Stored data
* * *

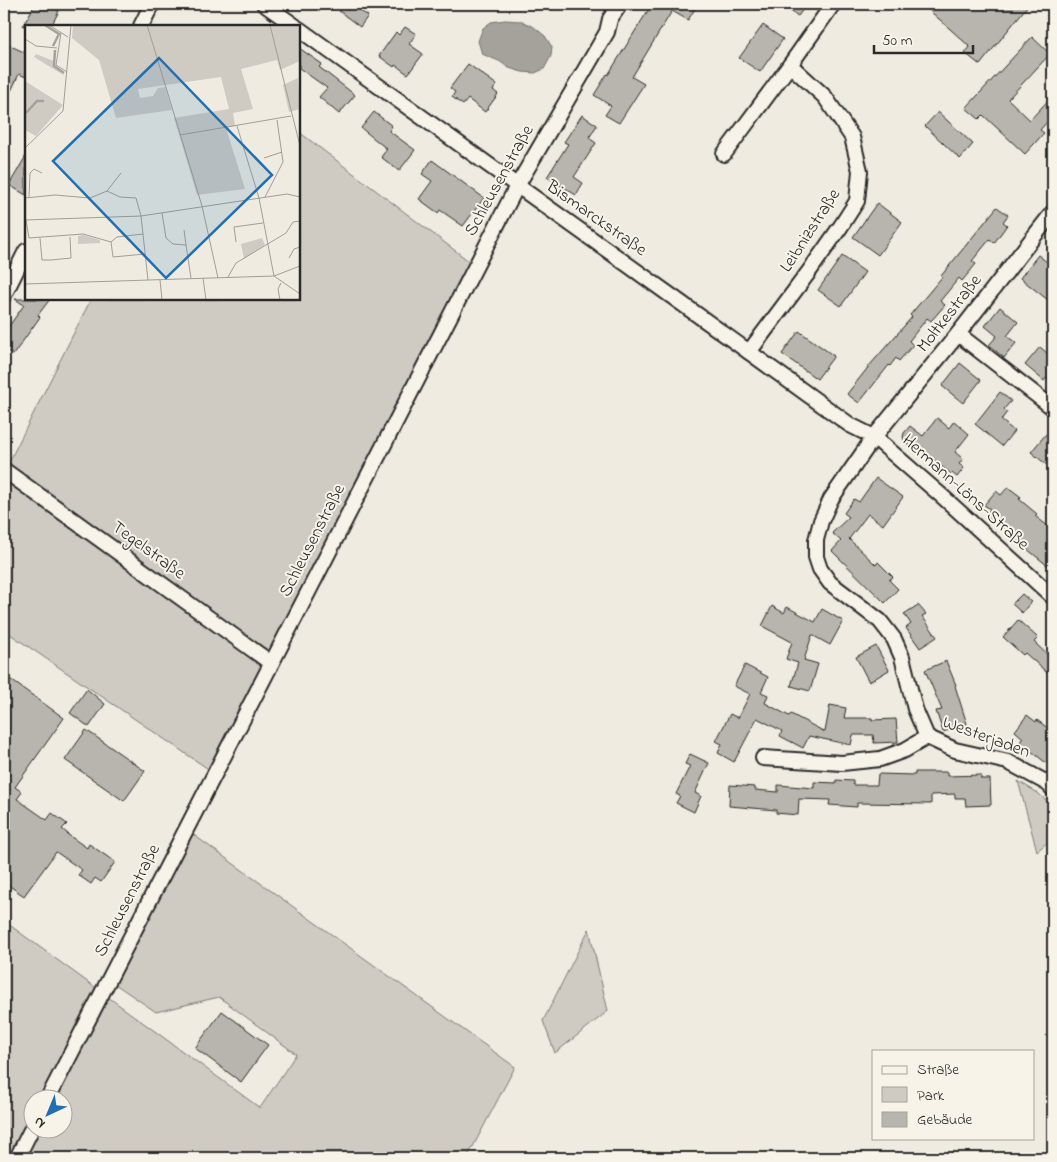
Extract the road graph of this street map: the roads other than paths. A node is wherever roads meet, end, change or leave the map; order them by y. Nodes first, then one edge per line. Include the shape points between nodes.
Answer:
1 (152, 4) edge
2 (264, 4) edge
3 (620, 4) edge
4 (833, 4) edge
5 (142, 25) edge
6 (294, 25) edge
7 (300, 30) edge
8 (790, 65) junction
9 (724, 154) dead end
10 (516, 186) junction
11 (1051, 221) edge
12 (25, 253) edge
13 (4, 295) edge
14 (958, 334) junction
15 (749, 352) junction
16 (1053, 408) edge
17 (874, 437) junction
18 (4, 470) edge
19 (1053, 598) edge
20 (271, 662) junction
21 (927, 737) junction
22 (763, 758) dead end
23 (1053, 789) edge
24 (52, 1090) edge
25 (26, 1140) edge
26 (17, 1158) edge

1 - 5 street
2 - 6 street
3 - 10 street, Schleusenstraße via 607,32
4 - 8 street
7 - 10 street, Bismarckstraße
8 - 9 street
8 - 15 street, Leibnizstraße via 825,97 852,137 860,170 857,201
10 - 15 street, Bismarckstraße
10 - 20 street, Schleusenstraße
11 - 14 street, Moltkestraße
12 - 13 street
14 - 16 street
14 - 17 street, Moltkestraße
15 - 17 street, Bismarckstraße via 850,425
17 - 19 street, Hermann-Löns-Straße
17 - 21 street, Westerjaden via 831,499 816,540 816,557 830,583 880,621 894,639
18 - 20 street, Tegelstraße
20 - 24 street, Schleusenstraße
21 - 22 street via 880,760 842,763
21 - 23 street, Westerjaden via 955,750 1008,762
25 - 26 street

* * *

# Description of the task:
Restate every record exactly, please; do not copy the pictures.

# Solution to this problem:
Extract the road graph of this street map: the roads other than paths. A node is wherever roads meet, end, change or leave the map; order them by y. Nodes first, then one edge per line. Include the shape points between nodes.
Answer:
1 (152, 4) edge
2 (264, 4) edge
3 (620, 4) edge
4 (833, 4) edge
5 (142, 25) edge
6 (294, 25) edge
7 (300, 30) edge
8 (790, 65) junction
9 (724, 154) dead end
10 (516, 186) junction
11 (1051, 221) edge
12 (25, 253) edge
13 (4, 295) edge
14 (958, 334) junction
15 (749, 352) junction
16 (1053, 408) edge
17 (874, 437) junction
18 (4, 470) edge
19 (1053, 598) edge
20 (271, 662) junction
21 (927, 737) junction
22 (763, 758) dead end
23 (1053, 789) edge
24 (52, 1090) edge
25 (26, 1140) edge
26 (17, 1158) edge

1 - 5 street
2 - 6 street
3 - 10 street, Schleusenstraße via 607,32
4 - 8 street
7 - 10 street, Bismarckstraße
8 - 9 street
8 - 15 street, Leibnizstraße via 825,97 852,137 860,170 857,201
10 - 15 street, Bismarckstraße
10 - 20 street, Schleusenstraße
11 - 14 street, Moltkestraße
12 - 13 street
14 - 16 street
14 - 17 street, Moltkestraße
15 - 17 street, Bismarckstraße via 850,425
17 - 19 street, Hermann-Löns-Straße
17 - 21 street, Westerjaden via 831,499 816,540 816,557 830,583 880,621 894,639
18 - 20 street, Tegelstraße
20 - 24 street, Schleusenstraße
21 - 22 street via 880,760 842,763
21 - 23 street, Westerjaden via 955,750 1008,762
25 - 26 street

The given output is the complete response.